Putusan yang mengabulkan batas minimal usia capres-cawapres 40 tahun kecuali berpengalaman sebagai kepala daerah ini menurutnya akan memuluskan bagi Gibran ikut dalam Pilpres 2024.
"Ya jelas ini akan membuka peluang sangat besar kepada para politisi yang saat ini menjadi kepala daerah atau elected official yang usianya di bawah 40 untuk bisa maju sebagai capres maupun cawapres," kata Wawan saat dihubungi wartawan, Senin (16/10/2023).
"Namun yang paling eksplisit, yang paling kelihatan, ya jelas ini membuka jalan bagi Gibran karena yang selama ini yang sudah diisukan dan kemudian sudah didekati oleh capres ya, PS (Prabowo Subianto) ya untuk kemudian mau dipinang, ini kemudian menjadi melapangkan jalan saja," sambungnya.
Wawan menyindir putusan MK yang seakan membuat jalan untuk pihak tertentu.
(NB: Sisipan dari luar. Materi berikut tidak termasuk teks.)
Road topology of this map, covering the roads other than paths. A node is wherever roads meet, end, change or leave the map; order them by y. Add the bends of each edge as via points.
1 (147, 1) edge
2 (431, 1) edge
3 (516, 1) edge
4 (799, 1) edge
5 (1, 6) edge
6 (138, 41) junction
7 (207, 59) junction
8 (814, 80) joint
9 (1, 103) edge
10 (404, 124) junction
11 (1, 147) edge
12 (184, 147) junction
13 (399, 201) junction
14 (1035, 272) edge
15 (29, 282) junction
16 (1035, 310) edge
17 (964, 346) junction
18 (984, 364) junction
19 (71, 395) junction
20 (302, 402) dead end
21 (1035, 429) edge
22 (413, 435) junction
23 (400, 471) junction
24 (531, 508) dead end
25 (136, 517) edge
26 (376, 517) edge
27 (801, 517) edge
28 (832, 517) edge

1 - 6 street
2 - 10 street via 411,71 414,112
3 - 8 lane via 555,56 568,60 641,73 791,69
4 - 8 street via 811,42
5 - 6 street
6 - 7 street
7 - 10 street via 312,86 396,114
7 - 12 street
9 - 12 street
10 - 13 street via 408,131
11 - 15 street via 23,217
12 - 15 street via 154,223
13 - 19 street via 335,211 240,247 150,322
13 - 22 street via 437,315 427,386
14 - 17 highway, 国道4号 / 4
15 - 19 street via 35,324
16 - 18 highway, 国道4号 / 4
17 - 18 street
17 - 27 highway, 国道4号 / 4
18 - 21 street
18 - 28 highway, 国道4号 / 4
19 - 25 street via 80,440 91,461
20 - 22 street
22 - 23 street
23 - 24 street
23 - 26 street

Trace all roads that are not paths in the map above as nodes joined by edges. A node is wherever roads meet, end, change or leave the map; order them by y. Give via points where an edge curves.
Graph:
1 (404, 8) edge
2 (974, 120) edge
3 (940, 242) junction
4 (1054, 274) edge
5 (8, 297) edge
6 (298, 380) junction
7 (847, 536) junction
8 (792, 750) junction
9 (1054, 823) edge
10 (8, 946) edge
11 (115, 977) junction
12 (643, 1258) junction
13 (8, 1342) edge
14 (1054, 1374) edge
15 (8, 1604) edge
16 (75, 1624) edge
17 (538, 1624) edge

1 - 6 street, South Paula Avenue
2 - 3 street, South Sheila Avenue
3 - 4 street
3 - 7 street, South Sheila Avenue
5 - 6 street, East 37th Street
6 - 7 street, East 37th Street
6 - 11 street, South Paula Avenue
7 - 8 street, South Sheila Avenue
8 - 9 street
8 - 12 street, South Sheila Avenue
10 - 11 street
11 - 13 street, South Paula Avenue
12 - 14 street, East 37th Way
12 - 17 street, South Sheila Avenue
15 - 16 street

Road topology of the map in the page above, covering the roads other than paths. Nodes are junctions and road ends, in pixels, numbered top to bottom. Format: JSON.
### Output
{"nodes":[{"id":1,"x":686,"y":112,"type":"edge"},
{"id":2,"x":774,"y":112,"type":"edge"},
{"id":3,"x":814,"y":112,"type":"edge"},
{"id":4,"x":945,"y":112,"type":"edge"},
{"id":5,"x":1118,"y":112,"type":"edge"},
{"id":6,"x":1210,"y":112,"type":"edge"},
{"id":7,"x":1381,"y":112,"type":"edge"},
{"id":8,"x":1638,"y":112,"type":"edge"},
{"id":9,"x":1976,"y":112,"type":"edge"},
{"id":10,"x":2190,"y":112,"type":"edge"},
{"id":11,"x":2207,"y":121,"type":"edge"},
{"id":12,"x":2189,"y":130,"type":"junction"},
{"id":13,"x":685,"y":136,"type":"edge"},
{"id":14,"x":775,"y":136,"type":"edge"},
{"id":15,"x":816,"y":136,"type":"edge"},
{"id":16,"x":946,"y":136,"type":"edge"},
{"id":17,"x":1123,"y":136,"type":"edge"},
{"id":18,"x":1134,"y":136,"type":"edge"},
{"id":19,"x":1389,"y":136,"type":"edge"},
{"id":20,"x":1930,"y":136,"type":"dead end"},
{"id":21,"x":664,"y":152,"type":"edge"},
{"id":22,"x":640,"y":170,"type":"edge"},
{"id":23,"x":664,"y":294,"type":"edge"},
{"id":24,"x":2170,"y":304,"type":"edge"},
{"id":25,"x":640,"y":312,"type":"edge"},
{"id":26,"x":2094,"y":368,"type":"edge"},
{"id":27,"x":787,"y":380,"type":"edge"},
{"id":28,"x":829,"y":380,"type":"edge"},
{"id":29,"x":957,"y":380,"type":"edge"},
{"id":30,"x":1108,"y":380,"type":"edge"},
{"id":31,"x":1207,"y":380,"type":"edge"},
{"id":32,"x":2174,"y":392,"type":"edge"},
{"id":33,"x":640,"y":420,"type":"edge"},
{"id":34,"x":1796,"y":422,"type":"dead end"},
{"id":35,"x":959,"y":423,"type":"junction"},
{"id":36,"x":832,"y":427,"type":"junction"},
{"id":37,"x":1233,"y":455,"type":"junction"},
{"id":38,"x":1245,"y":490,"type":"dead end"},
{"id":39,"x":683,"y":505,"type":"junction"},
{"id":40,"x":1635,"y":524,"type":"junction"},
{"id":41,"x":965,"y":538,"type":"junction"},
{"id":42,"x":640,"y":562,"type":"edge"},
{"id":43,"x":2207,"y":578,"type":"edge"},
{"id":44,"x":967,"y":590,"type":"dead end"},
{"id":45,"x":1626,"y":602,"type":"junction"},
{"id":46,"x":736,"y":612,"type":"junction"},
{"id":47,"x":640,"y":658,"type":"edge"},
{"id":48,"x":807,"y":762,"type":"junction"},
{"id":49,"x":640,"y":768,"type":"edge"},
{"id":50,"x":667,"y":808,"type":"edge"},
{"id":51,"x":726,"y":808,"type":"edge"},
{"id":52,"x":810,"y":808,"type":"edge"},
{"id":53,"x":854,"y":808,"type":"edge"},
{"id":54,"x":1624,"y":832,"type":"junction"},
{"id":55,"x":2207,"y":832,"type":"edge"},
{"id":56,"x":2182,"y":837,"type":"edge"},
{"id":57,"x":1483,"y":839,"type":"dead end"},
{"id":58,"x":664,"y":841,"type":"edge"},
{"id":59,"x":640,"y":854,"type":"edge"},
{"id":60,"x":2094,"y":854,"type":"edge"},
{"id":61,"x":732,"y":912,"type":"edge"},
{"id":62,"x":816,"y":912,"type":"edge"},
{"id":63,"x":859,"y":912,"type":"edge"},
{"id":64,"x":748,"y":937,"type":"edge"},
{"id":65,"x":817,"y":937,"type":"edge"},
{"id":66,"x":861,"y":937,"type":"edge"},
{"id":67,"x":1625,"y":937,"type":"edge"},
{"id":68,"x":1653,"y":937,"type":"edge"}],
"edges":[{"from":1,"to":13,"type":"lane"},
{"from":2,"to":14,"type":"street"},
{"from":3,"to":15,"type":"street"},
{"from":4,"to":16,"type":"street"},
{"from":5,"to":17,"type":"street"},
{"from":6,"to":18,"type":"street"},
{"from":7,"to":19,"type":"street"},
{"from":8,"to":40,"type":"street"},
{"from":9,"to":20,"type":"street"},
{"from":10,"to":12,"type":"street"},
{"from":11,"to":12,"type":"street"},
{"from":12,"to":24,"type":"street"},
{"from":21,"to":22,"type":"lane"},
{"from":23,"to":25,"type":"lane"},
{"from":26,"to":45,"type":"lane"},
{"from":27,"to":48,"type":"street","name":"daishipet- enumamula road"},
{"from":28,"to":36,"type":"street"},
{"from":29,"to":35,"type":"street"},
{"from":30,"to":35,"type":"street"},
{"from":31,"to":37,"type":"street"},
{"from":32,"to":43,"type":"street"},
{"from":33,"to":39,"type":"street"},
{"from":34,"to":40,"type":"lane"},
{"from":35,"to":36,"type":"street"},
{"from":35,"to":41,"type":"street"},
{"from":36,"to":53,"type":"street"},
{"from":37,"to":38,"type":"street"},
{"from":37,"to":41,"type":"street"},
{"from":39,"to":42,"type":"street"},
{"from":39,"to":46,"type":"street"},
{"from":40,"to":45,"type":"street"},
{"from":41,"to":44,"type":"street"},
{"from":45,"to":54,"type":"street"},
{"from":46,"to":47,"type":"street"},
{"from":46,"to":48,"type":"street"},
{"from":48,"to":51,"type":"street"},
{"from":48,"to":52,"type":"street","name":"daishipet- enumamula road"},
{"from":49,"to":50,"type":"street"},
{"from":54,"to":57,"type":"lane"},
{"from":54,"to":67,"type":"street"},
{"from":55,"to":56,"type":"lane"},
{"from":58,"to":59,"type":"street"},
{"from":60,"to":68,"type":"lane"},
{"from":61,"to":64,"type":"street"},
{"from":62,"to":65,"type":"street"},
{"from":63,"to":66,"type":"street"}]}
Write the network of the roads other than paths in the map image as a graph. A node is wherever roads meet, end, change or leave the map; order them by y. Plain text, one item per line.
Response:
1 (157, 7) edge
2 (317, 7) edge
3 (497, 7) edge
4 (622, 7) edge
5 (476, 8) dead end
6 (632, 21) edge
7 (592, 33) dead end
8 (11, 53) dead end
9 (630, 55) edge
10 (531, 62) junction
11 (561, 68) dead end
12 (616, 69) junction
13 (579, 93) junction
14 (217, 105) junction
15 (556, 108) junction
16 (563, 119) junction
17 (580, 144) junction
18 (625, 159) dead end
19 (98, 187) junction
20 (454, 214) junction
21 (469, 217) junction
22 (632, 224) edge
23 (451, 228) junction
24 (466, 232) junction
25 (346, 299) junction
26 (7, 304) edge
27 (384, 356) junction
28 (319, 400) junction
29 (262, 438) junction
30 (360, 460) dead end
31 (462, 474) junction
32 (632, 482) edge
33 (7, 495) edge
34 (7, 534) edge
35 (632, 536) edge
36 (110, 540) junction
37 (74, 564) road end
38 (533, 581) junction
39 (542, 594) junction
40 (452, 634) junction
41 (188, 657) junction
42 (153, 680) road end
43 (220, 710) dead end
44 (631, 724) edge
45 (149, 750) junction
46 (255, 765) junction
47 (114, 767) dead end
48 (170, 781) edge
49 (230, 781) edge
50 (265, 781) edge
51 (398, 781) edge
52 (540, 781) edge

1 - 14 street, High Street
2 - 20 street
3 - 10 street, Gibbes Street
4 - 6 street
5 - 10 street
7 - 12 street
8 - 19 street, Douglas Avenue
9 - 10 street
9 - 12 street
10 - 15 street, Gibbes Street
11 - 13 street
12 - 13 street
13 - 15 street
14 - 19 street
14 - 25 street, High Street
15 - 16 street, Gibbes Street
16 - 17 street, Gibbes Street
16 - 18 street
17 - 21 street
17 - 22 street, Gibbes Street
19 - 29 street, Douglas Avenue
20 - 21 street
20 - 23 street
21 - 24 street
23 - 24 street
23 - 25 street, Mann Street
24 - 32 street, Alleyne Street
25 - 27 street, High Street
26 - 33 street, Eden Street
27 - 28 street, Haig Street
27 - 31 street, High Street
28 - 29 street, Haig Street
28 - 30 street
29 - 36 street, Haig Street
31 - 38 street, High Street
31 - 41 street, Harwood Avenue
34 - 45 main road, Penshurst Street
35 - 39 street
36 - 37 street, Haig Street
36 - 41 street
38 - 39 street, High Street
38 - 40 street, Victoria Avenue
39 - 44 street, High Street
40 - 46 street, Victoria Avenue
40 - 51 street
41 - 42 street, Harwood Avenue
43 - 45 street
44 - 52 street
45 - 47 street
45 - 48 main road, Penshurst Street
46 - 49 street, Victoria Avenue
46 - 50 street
Sebab, gugatan ini menurut Wawan bukan lagi soal substansi melainkan momentum. Apalagi ini mendekati masa akhir jabatan Presiden Joko Widodo (Jokowi).
"Sekali lagi kalau memang ini terkait dengan substansi untuk memberi kesempatan kepada siapapun mengapa gugatan dilayangkan mendekati proses pilpres? Dan kemudian keputusannya dibuat menjelang pendaftaran. Sehingga kan kemudian ini menjadi sangat jelas siapa yang akan mendapat keuntungan dari keputusan ini atau keputusan ini sesungguhnya memberikan jalan kepada siapa," ucapnya.
Lebih lanjut, Wawan meminta publik ikut memberikan penilaian dan koreksi. Dia khawatir keputusan MK ini justru membuat demokrasi Indonesia semakin mundur.
"Dan ini yang saya kira publik perlu menilai apa yang sedang berlangsung ini dan kalau dari sisi saya sih jelas. Ini akan menghadirkan satu iklim demokrasi yang tidak sehat di negeri ini, yang kita tahu ini persoalannya kan kemudian menjadi persoalan upaya untuk mencari jalan melanggengkan kekuasaan. Tapi lewat cara-cara yang konstitusional, ini yang nggak bagusnya di sini," urainya.
"Iya sebetulnya ini bagian dari dekadensi demokrasi, bagian dari penurunan demokrasi di Indonesia. Ini bukan hanya stagnan ini, kita benar-benar bisa mundur ini demokrasi kita. Karena ini konteks ya, sekali lagi ini soal konteks bukan soal substansi," sambungnya.